Provided information below:
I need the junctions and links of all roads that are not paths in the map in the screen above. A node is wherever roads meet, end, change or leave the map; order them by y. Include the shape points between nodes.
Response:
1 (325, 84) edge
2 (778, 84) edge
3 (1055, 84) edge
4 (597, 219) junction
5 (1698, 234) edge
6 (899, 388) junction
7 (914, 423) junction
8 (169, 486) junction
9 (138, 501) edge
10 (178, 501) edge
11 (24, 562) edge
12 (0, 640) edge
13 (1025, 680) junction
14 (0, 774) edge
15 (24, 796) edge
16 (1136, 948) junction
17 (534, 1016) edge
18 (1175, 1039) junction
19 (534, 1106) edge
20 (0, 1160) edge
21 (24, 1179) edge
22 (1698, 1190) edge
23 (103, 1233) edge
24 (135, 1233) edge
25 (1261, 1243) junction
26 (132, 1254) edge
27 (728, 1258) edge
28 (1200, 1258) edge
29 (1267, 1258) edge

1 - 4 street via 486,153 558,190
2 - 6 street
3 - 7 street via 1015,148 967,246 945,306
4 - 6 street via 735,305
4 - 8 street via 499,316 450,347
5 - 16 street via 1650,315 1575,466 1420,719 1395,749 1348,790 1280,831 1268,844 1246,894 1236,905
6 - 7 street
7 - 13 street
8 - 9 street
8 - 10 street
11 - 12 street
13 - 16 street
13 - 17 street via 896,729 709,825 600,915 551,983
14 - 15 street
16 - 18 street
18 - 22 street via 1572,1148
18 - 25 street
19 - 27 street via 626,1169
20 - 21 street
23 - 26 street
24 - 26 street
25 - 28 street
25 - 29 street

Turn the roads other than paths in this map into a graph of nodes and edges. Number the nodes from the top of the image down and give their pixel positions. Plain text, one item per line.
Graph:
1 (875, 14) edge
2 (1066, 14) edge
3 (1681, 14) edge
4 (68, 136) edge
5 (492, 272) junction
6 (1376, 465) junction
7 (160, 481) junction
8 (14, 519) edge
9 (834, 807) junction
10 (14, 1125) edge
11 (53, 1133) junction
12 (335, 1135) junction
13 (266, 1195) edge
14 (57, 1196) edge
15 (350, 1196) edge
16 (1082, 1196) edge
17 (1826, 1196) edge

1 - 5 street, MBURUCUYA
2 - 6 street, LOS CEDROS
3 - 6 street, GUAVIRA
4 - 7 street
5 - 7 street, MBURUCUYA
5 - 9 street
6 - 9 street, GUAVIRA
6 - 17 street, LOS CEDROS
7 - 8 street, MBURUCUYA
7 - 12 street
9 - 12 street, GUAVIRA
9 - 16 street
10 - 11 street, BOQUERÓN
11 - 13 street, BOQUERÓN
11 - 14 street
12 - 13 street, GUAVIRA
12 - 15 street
End of Provided information.
Task prompt
Once you have read the records above, write them all out exactly.

Answer to the exercise
I need the junctions and links of all roads that are not paths in the map in the screen above. A node is wherever roads meet, end, change or leave the map; order them by y. Include the shape points between nodes.
Response:
1 (325, 84) edge
2 (778, 84) edge
3 (1055, 84) edge
4 (597, 219) junction
5 (1698, 234) edge
6 (899, 388) junction
7 (914, 423) junction
8 (169, 486) junction
9 (138, 501) edge
10 (178, 501) edge
11 (24, 562) edge
12 (0, 640) edge
13 (1025, 680) junction
14 (0, 774) edge
15 (24, 796) edge
16 (1136, 948) junction
17 (534, 1016) edge
18 (1175, 1039) junction
19 (534, 1106) edge
20 (0, 1160) edge
21 (24, 1179) edge
22 (1698, 1190) edge
23 (103, 1233) edge
24 (135, 1233) edge
25 (1261, 1243) junction
26 (132, 1254) edge
27 (728, 1258) edge
28 (1200, 1258) edge
29 (1267, 1258) edge

1 - 4 street via 486,153 558,190
2 - 6 street
3 - 7 street via 1015,148 967,246 945,306
4 - 6 street via 735,305
4 - 8 street via 499,316 450,347
5 - 16 street via 1650,315 1575,466 1420,719 1395,749 1348,790 1280,831 1268,844 1246,894 1236,905
6 - 7 street
7 - 13 street
8 - 9 street
8 - 10 street
11 - 12 street
13 - 16 street
13 - 17 street via 896,729 709,825 600,915 551,983
14 - 15 street
16 - 18 street
18 - 22 street via 1572,1148
18 - 25 street
19 - 27 street via 626,1169
20 - 21 street
23 - 26 street
24 - 26 street
25 - 28 street
25 - 29 street

Turn the roads other than paths in this map into a graph of nodes and edges. Number the nodes from the top of the image down and give their pixel positions. Plain text, one item per line.
Graph:
1 (875, 14) edge
2 (1066, 14) edge
3 (1681, 14) edge
4 (68, 136) edge
5 (492, 272) junction
6 (1376, 465) junction
7 (160, 481) junction
8 (14, 519) edge
9 (834, 807) junction
10 (14, 1125) edge
11 (53, 1133) junction
12 (335, 1135) junction
13 (266, 1195) edge
14 (57, 1196) edge
15 (350, 1196) edge
16 (1082, 1196) edge
17 (1826, 1196) edge

1 - 5 street, MBURUCUYA
2 - 6 street, LOS CEDROS
3 - 6 street, GUAVIRA
4 - 7 street
5 - 7 street, MBURUCUYA
5 - 9 street
6 - 9 street, GUAVIRA
6 - 17 street, LOS CEDROS
7 - 8 street, MBURUCUYA
7 - 12 street
9 - 12 street, GUAVIRA
9 - 16 street
10 - 11 street, BOQUERÓN
11 - 13 street, BOQUERÓN
11 - 14 street
12 - 13 street, GUAVIRA
12 - 15 street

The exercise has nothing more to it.